ABD BAŞKANI Joe Biden, başkanlığı dönemindeki ilk ABD-AB zirvesinde, Avrupa’yı Obama yönetiminde bıraktığından çok farklı bir şekilde buluyor. Avrupa o günden bu güne değişiyor. Henüz daha yeni başlasa da AB küresel jeopolitik bir oyuncuya dönüşmeye başladı. Fakat diğer ülkeler tarafından (özellikle de muhalifleri tarafından) bu dönüşümün boyutu genellikle yanlış anlaşılıyor ve küçümseniyor.

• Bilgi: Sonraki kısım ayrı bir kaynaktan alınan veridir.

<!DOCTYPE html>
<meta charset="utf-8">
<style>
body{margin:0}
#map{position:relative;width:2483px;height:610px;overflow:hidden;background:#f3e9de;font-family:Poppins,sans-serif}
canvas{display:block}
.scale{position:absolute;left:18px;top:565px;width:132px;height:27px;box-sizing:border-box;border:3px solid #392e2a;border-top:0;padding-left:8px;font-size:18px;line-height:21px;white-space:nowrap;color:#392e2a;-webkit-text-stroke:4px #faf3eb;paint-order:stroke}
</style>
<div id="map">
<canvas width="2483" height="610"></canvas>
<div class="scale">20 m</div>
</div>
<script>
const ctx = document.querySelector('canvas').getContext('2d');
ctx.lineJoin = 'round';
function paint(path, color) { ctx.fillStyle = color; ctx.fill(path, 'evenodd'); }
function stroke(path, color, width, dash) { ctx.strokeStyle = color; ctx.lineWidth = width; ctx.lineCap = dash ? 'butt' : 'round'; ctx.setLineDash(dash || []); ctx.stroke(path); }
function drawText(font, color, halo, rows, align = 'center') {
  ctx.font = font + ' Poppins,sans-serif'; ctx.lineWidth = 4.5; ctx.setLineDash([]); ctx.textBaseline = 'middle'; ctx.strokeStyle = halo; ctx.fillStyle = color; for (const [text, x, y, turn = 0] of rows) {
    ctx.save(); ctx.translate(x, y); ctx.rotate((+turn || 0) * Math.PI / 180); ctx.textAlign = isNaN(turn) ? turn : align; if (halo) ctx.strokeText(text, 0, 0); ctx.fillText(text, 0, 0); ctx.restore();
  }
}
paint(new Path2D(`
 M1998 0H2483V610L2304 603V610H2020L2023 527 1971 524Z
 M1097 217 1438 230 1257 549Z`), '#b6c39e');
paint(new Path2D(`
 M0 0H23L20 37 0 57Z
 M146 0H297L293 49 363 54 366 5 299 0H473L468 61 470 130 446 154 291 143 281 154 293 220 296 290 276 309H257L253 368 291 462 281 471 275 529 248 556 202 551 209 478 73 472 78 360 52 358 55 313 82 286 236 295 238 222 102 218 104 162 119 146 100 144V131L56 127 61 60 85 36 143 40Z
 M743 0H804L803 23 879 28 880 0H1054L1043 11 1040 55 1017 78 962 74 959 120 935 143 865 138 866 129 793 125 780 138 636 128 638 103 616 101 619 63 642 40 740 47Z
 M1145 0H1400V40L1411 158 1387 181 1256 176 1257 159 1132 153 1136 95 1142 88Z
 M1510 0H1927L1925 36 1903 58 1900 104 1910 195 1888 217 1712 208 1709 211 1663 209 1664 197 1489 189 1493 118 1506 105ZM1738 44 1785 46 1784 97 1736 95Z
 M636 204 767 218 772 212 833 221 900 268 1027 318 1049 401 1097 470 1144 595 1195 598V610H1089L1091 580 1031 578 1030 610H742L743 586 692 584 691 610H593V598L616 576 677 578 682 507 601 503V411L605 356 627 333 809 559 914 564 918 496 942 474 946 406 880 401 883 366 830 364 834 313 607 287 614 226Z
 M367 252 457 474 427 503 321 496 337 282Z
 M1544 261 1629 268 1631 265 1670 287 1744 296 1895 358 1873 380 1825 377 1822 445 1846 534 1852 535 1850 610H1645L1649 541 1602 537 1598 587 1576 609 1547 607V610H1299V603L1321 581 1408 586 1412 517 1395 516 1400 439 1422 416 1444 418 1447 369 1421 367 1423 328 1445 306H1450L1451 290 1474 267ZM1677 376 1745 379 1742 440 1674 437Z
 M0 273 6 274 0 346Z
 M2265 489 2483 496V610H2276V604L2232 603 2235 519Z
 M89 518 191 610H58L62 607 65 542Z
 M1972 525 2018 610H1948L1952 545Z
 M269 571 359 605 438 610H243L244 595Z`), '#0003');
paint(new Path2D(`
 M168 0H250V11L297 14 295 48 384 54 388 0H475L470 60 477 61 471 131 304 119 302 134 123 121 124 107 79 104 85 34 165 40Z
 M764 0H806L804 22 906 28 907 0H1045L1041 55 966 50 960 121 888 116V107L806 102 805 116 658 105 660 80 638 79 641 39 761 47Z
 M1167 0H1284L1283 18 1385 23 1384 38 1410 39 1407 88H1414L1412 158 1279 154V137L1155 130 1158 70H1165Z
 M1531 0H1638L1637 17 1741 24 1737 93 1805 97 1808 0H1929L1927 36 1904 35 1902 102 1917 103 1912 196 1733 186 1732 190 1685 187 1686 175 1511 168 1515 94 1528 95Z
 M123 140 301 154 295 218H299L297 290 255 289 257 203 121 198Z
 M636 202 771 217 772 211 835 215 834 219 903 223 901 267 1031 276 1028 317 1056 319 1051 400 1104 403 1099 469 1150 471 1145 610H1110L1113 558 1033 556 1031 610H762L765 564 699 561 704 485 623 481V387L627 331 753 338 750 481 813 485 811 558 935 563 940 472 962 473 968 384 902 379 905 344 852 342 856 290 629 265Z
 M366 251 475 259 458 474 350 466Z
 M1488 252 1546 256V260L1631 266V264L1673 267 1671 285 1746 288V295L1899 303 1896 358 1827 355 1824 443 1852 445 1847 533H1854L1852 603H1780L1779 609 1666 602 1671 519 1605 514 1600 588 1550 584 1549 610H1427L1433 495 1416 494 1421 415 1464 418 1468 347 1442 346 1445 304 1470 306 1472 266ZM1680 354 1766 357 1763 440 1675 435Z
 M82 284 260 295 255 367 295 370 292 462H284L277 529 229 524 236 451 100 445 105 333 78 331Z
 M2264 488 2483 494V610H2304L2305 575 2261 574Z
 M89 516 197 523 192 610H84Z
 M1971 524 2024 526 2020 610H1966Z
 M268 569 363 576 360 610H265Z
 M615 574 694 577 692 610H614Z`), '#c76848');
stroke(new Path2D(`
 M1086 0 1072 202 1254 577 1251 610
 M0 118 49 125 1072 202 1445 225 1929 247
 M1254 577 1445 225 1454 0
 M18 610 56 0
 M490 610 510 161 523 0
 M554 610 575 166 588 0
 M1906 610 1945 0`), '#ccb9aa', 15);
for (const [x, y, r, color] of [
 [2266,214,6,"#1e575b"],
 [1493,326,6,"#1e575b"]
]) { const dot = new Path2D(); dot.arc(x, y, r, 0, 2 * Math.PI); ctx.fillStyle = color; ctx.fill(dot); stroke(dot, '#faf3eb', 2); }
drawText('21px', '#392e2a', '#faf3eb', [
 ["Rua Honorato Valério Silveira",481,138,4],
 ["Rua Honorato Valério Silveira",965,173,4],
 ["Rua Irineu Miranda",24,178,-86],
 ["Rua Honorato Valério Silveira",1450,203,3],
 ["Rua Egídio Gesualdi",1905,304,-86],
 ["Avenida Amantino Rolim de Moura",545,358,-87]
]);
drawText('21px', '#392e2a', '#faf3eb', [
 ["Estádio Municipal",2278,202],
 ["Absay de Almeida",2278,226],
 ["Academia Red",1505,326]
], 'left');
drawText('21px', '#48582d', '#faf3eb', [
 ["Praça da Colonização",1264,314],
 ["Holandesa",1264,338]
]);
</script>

Belarus hükümetinin gazeteci Roman Protasevich ve kız arkadaşı Sofia Sapega’yı yakalamak üzere, hava sahasında uçan Ryanair uçağını zorla indirmesini düşünün. Bu cüretkâr hareketten sonra Avrupa Konseyi, Belarus Başkanına Lukaşenko'ya karşı ekonomik yaptırımlar ve uçuş kısıtlamaları içeren sert bir yaptırım paketini kabul etti.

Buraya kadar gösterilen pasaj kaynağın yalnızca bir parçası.